Anyway, things in this issue that specially caught my attention: Eric Banks on Marianne Wiggins; Geoff Nicholson on Anna Kavan; Ed Park on Matthew Sharpe; Stefanie Sobelle on Gabriel Josipovici (I've got to read that guy!); Janine Armin on Wayne Koestenbaum; Carla Blumenkranz on Anne Fadiman (I bought that collection this weekend in Cambridge and read most of it last night, what a delightful artifact--post to come...).

Biggest puzzle: Tom LeClair's scathing takedown of Matt Ruff's new novel. He really, really hated this novel; go and take a look at the review if you want to see an example of just rabid dislike! The puzzle for me--I haven't read the new one, Bad Monkeys, it's not out till August [ARC, anyone?], but I think it sounds absolutely wonderful!--is that two of Matt Ruff's three previous novels are among my particular most-recommended favorites. If you haven't read Fool on the Hill and (especially) Set This House In Order, you are missing out on two magically good books!

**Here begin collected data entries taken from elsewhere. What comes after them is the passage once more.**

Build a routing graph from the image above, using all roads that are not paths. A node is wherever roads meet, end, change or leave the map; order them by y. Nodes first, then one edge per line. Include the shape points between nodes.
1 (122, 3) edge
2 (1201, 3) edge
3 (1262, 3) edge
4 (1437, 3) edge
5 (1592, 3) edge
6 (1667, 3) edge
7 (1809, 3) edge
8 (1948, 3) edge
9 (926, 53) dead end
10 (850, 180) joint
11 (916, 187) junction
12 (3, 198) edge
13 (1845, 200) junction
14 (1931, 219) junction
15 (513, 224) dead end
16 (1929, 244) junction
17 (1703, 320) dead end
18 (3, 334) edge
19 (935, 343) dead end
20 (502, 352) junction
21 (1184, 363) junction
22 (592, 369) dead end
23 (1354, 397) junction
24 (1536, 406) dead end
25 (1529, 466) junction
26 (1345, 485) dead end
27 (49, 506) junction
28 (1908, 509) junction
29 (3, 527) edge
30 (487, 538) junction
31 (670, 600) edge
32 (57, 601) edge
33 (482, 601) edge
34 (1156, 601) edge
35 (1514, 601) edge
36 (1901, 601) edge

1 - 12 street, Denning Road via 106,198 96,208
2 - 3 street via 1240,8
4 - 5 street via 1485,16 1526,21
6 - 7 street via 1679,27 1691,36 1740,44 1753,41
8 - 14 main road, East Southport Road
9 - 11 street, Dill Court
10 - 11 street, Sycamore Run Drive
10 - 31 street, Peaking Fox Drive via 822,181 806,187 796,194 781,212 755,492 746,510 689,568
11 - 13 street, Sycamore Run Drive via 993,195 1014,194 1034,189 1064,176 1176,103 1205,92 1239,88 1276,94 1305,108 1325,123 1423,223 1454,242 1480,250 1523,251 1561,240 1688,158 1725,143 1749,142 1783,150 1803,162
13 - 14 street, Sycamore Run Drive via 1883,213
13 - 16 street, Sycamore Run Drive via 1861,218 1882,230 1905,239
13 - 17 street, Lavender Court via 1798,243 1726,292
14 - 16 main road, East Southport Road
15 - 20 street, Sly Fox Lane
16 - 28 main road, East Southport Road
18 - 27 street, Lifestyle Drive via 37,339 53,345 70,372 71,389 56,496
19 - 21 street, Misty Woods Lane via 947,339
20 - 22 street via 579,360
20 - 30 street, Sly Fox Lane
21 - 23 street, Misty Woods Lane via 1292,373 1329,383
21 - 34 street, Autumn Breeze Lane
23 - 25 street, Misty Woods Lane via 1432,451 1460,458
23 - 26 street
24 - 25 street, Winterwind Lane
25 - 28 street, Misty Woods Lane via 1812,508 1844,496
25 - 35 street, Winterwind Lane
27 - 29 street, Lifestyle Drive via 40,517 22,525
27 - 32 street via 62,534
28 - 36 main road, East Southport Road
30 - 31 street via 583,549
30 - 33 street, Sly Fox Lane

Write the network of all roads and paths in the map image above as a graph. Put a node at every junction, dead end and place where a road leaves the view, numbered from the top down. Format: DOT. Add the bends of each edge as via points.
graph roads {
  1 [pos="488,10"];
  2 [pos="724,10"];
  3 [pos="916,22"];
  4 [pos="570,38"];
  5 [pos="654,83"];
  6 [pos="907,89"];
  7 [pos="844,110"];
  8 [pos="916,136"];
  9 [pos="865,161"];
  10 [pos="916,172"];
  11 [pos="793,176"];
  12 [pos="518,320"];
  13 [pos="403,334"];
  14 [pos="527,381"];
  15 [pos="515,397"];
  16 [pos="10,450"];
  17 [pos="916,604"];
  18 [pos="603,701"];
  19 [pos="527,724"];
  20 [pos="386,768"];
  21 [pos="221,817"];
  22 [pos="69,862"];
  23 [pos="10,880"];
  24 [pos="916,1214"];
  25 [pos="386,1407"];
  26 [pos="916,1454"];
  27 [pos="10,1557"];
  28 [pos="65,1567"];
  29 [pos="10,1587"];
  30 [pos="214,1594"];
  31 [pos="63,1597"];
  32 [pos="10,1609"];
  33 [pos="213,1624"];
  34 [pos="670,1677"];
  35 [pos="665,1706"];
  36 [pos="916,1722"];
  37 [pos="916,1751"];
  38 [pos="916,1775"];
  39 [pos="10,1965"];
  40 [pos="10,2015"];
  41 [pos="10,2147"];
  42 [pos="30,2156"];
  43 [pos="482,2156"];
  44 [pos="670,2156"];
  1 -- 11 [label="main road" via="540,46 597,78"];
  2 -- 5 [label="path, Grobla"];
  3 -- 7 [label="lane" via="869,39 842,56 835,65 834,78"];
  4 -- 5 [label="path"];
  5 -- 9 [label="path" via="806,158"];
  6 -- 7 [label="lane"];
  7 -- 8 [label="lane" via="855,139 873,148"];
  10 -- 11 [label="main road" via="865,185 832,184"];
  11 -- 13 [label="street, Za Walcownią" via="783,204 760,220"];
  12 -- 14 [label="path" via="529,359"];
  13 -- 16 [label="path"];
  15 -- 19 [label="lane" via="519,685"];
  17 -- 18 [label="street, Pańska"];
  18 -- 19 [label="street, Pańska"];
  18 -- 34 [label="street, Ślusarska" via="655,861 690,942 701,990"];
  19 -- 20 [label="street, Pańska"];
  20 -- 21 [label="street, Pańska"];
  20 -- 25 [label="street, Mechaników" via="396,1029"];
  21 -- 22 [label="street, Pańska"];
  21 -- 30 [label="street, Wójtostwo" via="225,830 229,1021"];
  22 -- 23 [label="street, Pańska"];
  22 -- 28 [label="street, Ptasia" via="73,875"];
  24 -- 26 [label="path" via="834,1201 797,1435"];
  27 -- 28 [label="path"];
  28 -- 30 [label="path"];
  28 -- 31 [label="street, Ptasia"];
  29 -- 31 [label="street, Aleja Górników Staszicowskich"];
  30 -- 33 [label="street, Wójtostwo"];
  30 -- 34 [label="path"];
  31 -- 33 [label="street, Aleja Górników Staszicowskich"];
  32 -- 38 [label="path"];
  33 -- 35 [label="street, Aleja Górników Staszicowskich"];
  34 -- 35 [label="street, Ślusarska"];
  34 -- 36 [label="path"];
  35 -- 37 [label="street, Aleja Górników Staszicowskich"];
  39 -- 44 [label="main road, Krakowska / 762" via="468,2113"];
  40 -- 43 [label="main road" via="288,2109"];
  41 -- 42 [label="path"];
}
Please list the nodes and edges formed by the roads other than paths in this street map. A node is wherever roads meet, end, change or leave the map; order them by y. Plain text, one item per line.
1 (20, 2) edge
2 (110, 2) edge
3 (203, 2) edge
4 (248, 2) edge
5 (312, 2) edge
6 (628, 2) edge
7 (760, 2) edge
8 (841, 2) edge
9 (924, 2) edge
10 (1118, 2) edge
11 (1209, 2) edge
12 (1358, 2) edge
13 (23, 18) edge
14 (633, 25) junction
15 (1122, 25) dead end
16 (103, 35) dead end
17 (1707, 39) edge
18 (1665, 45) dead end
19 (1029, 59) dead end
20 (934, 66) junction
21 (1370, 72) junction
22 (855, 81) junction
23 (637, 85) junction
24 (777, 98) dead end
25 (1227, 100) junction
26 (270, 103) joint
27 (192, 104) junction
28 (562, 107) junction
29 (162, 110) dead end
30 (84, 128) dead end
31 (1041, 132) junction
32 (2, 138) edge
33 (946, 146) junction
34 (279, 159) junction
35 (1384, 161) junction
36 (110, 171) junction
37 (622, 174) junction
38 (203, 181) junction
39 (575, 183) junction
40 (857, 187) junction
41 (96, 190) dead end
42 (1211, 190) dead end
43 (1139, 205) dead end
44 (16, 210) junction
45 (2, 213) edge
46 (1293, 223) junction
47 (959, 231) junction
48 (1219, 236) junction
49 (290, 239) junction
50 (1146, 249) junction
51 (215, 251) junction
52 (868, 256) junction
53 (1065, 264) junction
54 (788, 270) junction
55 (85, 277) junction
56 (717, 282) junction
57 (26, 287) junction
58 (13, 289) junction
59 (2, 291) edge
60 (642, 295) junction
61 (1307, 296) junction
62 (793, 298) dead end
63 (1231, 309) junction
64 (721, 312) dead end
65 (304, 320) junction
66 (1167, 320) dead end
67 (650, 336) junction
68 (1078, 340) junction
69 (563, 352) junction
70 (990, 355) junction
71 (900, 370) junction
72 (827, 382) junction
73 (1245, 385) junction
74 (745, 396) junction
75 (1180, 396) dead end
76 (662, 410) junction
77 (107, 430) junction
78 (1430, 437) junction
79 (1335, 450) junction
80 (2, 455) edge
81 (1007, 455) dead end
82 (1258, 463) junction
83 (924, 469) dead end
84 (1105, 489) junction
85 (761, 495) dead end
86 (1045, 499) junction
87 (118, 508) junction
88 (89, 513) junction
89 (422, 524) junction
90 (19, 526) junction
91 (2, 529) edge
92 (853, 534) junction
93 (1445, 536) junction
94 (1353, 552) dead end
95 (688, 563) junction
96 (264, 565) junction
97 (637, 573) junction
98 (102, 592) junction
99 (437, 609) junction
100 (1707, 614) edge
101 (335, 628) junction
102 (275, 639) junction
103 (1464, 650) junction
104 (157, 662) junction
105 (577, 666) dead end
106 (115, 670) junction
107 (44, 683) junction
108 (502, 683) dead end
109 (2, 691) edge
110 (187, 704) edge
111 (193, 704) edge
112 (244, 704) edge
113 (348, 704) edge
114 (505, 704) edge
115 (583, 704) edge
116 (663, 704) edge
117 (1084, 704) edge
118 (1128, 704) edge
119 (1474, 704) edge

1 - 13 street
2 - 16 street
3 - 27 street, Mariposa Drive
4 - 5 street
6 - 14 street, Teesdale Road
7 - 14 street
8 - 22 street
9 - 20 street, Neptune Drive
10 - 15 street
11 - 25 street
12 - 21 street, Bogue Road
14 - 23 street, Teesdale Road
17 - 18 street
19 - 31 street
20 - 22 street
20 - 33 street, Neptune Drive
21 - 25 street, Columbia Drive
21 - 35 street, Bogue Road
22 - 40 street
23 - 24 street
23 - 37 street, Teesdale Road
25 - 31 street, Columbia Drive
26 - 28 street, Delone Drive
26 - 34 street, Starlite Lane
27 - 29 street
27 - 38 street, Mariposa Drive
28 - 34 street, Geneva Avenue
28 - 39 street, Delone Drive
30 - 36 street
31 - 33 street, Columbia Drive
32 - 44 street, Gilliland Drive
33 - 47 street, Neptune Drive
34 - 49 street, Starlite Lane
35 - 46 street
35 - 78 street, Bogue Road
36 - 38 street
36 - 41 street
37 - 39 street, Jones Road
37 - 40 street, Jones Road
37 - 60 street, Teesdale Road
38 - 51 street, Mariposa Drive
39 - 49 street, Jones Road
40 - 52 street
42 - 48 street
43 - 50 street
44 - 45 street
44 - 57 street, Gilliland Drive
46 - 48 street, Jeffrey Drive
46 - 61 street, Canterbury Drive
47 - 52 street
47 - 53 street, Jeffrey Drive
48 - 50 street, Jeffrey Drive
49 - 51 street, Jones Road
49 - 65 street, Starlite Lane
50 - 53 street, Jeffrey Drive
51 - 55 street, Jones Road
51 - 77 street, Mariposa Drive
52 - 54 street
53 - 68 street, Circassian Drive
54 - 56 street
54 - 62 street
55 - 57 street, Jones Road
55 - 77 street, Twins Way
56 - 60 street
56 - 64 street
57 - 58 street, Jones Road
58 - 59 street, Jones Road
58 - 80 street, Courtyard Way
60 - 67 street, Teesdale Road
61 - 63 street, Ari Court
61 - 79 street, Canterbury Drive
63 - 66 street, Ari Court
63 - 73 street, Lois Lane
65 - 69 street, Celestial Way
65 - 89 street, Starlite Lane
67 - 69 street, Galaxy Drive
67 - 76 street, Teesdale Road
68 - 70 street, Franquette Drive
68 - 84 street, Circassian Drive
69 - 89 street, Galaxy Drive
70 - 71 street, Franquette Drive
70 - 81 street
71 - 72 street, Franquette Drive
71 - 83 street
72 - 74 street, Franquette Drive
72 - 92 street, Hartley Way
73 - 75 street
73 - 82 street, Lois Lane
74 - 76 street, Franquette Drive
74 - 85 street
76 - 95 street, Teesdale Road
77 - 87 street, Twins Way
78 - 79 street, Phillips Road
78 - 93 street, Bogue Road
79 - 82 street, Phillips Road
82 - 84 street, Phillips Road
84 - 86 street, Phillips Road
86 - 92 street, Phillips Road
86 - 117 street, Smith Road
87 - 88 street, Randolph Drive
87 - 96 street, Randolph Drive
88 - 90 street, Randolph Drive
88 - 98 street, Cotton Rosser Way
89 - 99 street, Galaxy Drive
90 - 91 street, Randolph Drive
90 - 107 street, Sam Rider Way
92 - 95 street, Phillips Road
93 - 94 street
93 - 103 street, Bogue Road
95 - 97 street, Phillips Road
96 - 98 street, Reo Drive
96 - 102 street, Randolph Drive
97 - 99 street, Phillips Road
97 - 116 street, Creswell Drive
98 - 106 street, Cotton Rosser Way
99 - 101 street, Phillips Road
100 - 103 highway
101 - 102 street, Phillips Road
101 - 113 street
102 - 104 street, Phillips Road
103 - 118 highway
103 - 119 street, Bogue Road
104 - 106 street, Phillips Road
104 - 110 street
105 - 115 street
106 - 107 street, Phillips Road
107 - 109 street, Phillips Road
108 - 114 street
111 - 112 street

And though LeClair's piece is rather passionately negative, it only makes me want to read the new one more, it sounds to my tastes altogether delightful! This is clearly the inverse of another phenomenon I have noticed, the glowing review that convinces me I would absolutely hate the book (Jennifer Egan on Cormac McCarthy's latest is a good example on this, I simply cannot read a book where people cook and eat a human baby and it's not savagely funny).

The sports section

is really something I should read more regularly, I might have missed this article if my friend Jane had not kindly sent it my way: Kate Torgovnick in the Times on the Manhattan Island Marathon Swim.

I can safely say that I'm never going to do that long a swim, but it's true that I've been checking out the Manhattan Island Foundation webpage and in fact (not coincidentally) I have a doctor's appointment later this afternoon whose main purpose is to get a tetanus booster shot so that when I'm up to speed for registering for one of their swims it doesn't hold things up...

(I also have to get certified for swimming a mile continuously without stopping in the pool, which seems to me certainly feasible but also something I have not yet done; must find a biddable lifeguard and get down to business on this one.)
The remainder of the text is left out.